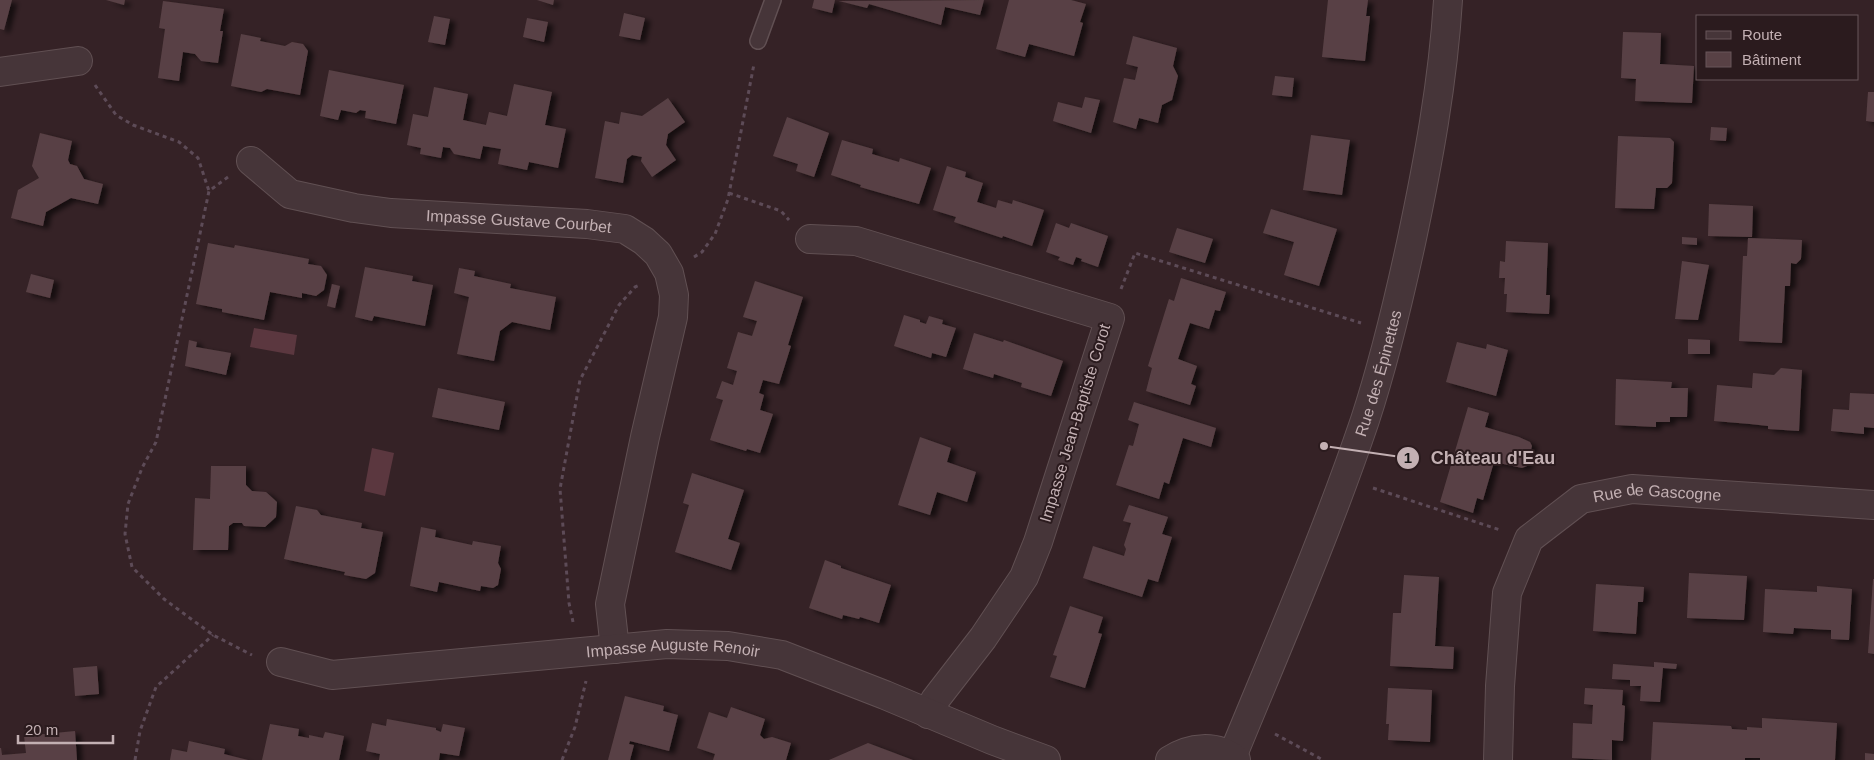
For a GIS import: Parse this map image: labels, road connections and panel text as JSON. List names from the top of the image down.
{
  "streets": {
    "street": [
      "Impasse Gustave Courbet",
      "Rue des Épinettes",
      "Impasse Jean-Baptiste Corot",
      "Rue de Gascogne",
      "Impasse Auguste Renoir"
    ]
  },
  "crossings": [
    ["Impasse Gustave Courbet", "Impasse Auguste Renoir"],
    ["Impasse Jean-Baptiste Corot", "Impasse Auguste Renoir"]
  ],
  "places": ["Château d'Eau"],
  "legend": ["Route", "Bâtiment"],
  "scale_bar": "20 m"
}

### What to work on
Repeat the data exactly as written, but without the pictures.

### Your solution
For a GIS import: Parse this map image: labels, road connections and panel text as JSON. List names from the top of the image down.
{
  "streets": {
    "street": [
      "Impasse Gustave Courbet",
      "Rue des Épinettes",
      "Impasse Jean-Baptiste Corot",
      "Rue de Gascogne",
      "Impasse Auguste Renoir"
    ]
  },
  "crossings": [
    ["Impasse Gustave Courbet", "Impasse Auguste Renoir"],
    ["Impasse Jean-Baptiste Corot", "Impasse Auguste Renoir"]
  ],
  "places": ["Château d'Eau"],
  "legend": ["Route", "Bâtiment"],
  "scale_bar": "20 m"
}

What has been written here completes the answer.